• **Assigned task**: Your answer must consist of exactly the lines below, starting with the line with "middle mcp: (319, 382)" and going on through the line with "thumb ip: (422, 418)", and nothing else.

• **Supplied data**:
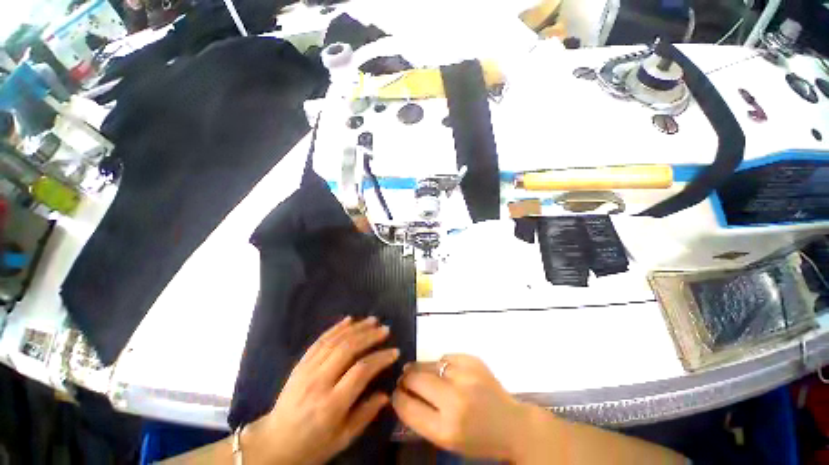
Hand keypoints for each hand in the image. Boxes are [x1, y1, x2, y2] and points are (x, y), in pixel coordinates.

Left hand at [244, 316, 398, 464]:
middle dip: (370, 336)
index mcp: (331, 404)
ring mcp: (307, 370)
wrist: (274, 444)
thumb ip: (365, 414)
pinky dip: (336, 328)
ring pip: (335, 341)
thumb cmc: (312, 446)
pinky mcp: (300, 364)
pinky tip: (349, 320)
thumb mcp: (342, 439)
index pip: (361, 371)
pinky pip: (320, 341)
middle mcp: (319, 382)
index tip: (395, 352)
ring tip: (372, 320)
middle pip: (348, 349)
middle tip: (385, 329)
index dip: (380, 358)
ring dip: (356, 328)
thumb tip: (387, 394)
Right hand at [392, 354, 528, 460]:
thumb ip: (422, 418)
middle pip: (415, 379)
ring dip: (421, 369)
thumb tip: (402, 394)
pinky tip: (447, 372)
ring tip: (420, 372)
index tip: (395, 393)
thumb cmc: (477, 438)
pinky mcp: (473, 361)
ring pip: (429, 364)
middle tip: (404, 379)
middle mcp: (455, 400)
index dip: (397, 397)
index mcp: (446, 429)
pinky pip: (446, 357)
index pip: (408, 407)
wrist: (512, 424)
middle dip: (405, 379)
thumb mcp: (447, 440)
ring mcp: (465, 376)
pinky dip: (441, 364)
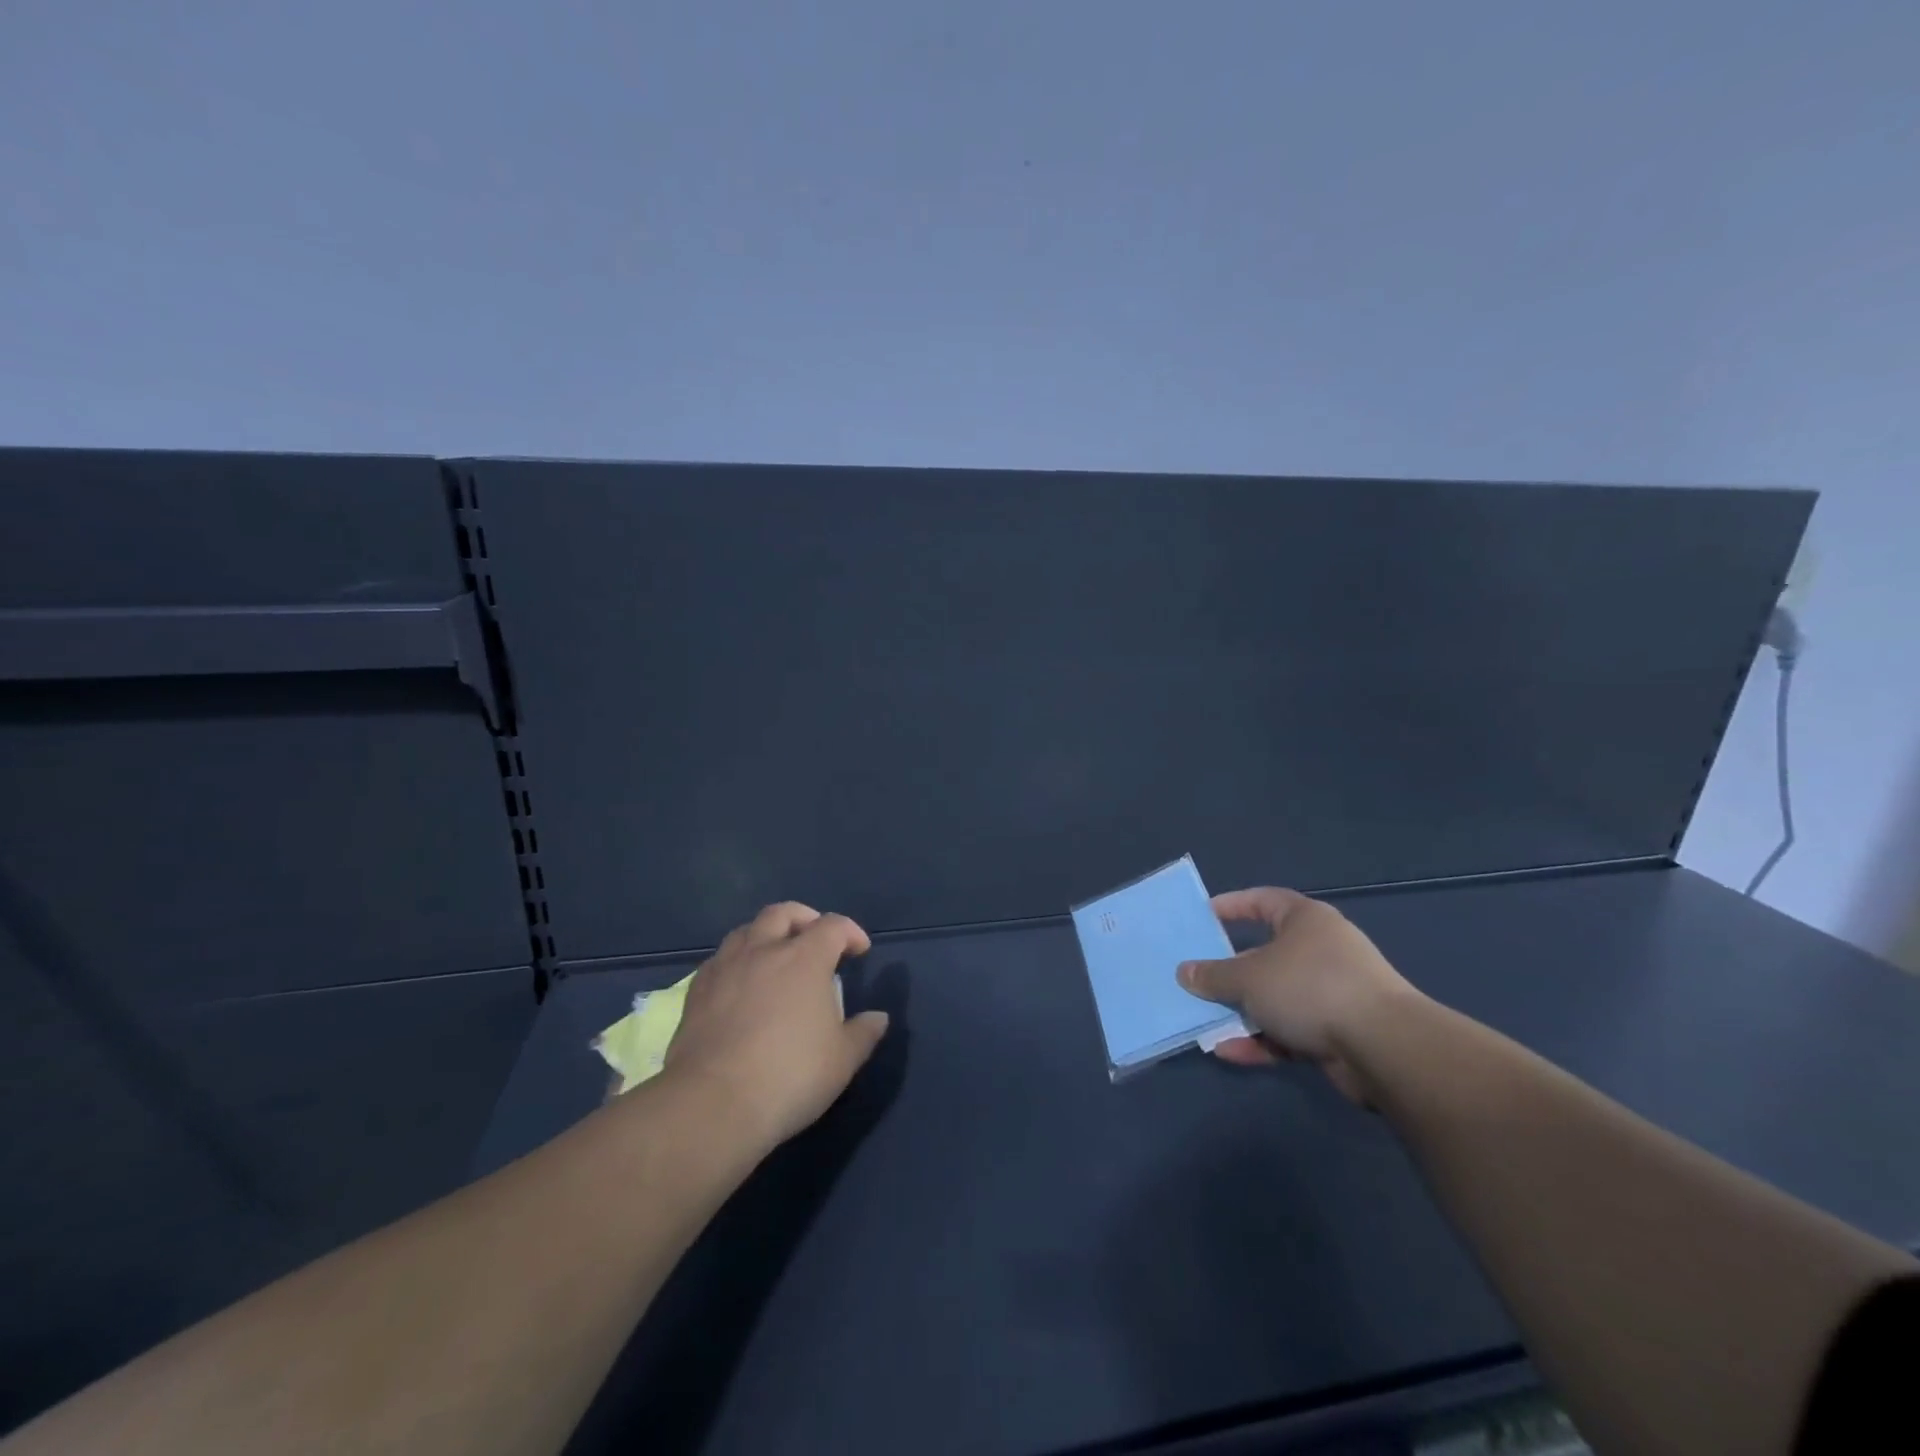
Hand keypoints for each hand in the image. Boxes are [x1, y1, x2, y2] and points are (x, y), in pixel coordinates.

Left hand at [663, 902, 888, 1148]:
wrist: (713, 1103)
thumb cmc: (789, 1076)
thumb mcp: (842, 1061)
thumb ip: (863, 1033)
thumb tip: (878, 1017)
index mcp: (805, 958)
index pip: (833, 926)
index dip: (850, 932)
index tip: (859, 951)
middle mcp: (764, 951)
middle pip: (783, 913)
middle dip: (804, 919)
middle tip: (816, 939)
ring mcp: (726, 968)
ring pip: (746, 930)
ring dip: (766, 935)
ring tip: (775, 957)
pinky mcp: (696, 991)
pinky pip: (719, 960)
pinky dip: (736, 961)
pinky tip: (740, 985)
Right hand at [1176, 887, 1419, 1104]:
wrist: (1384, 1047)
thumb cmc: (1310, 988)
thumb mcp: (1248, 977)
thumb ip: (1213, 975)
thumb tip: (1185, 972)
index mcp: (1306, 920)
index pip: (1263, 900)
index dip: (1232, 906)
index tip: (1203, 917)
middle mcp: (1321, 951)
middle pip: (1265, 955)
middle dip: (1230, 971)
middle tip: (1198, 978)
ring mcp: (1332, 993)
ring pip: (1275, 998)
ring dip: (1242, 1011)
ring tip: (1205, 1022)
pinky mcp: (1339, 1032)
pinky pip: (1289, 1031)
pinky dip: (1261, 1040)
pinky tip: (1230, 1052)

--

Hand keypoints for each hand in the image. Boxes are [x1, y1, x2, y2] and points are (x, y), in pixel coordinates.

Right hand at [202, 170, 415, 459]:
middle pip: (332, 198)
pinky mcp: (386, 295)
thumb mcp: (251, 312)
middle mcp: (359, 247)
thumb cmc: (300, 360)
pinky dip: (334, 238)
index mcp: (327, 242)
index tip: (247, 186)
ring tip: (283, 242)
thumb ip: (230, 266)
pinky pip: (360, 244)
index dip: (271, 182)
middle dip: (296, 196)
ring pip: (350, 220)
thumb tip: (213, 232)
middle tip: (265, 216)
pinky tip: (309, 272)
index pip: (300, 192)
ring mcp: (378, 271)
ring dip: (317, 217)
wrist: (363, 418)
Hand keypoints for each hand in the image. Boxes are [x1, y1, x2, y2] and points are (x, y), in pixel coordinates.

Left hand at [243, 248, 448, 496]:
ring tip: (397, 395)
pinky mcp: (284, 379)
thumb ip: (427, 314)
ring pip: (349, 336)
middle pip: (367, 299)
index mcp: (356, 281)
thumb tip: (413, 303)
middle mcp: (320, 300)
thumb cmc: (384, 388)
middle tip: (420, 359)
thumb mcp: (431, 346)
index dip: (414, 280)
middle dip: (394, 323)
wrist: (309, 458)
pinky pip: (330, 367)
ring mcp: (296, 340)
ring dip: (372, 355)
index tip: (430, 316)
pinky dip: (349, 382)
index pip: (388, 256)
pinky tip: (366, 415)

==

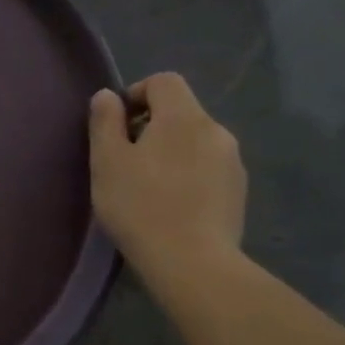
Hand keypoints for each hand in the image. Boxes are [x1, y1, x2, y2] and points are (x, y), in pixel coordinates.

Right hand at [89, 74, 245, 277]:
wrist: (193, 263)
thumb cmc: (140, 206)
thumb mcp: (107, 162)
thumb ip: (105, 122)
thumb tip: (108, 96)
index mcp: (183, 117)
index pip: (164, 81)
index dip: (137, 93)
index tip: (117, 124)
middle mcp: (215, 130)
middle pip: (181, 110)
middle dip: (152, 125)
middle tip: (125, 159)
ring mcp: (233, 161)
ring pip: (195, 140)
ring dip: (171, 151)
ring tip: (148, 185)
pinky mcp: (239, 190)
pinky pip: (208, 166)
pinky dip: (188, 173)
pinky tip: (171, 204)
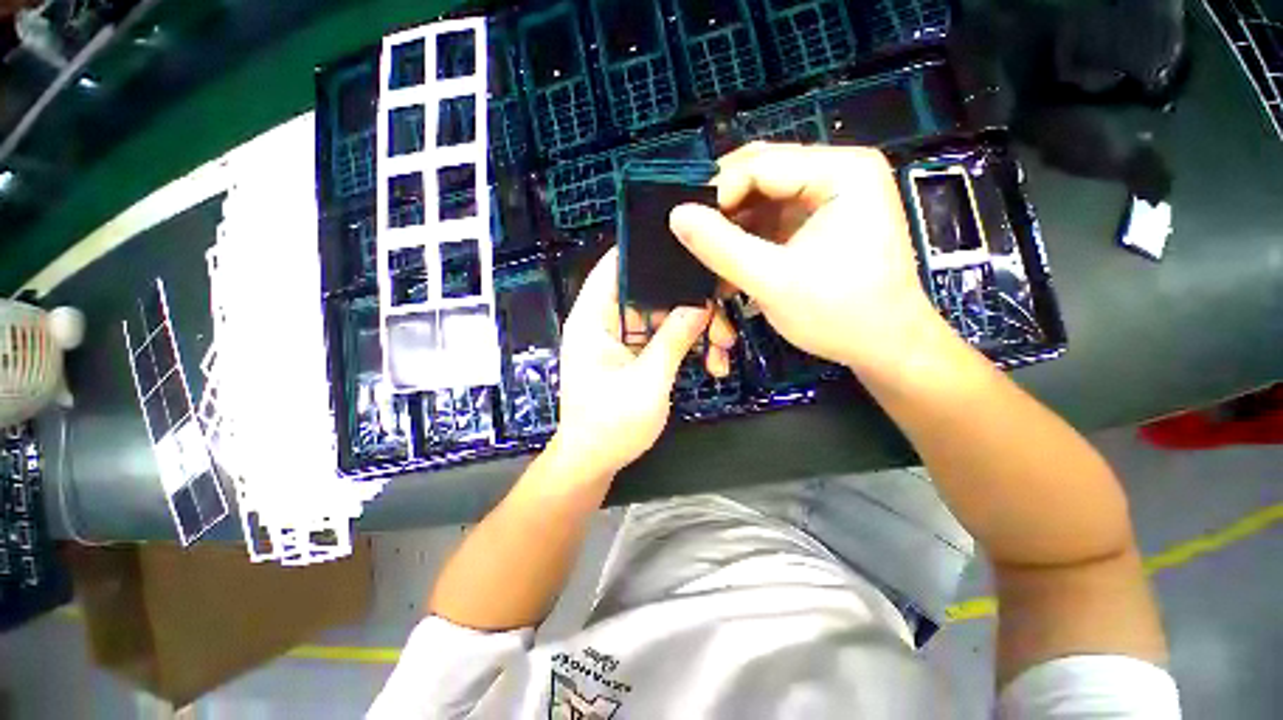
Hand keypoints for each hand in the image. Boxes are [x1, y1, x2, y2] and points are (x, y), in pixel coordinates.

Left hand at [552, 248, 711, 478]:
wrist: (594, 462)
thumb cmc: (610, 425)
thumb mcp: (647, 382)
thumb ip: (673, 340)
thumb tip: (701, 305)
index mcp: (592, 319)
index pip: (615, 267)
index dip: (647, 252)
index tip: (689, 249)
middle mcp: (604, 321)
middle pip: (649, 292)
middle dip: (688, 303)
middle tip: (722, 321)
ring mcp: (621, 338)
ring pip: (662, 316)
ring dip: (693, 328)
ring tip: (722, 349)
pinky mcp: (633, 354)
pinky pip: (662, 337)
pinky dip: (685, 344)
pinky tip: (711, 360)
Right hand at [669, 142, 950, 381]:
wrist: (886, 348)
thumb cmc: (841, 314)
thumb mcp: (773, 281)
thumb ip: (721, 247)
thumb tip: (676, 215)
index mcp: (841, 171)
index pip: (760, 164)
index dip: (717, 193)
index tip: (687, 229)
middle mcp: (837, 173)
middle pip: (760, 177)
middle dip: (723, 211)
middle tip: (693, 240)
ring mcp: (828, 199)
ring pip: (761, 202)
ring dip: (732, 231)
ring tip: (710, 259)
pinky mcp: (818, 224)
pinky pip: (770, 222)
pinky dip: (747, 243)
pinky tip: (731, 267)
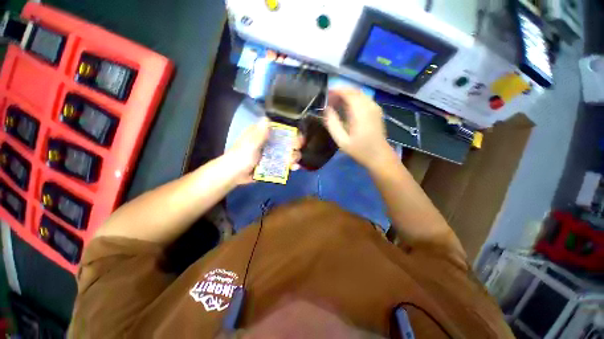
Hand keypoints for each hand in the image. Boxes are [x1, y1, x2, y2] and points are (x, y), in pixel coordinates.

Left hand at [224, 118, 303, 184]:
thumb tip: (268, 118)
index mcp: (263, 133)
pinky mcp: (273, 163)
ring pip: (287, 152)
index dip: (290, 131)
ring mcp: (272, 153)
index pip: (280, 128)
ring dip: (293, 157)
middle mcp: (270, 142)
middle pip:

• **Response to this task**:
middle mcp: (319, 382)
index tip: (395, 352)
ring tip: (372, 320)
middle pip: (348, 349)
middle tip: (385, 329)
index dip: (380, 358)
ring dip: (356, 328)
thumb tip: (387, 394)
Right hand at [392, 354, 528, 460]:
thumb ip: (422, 418)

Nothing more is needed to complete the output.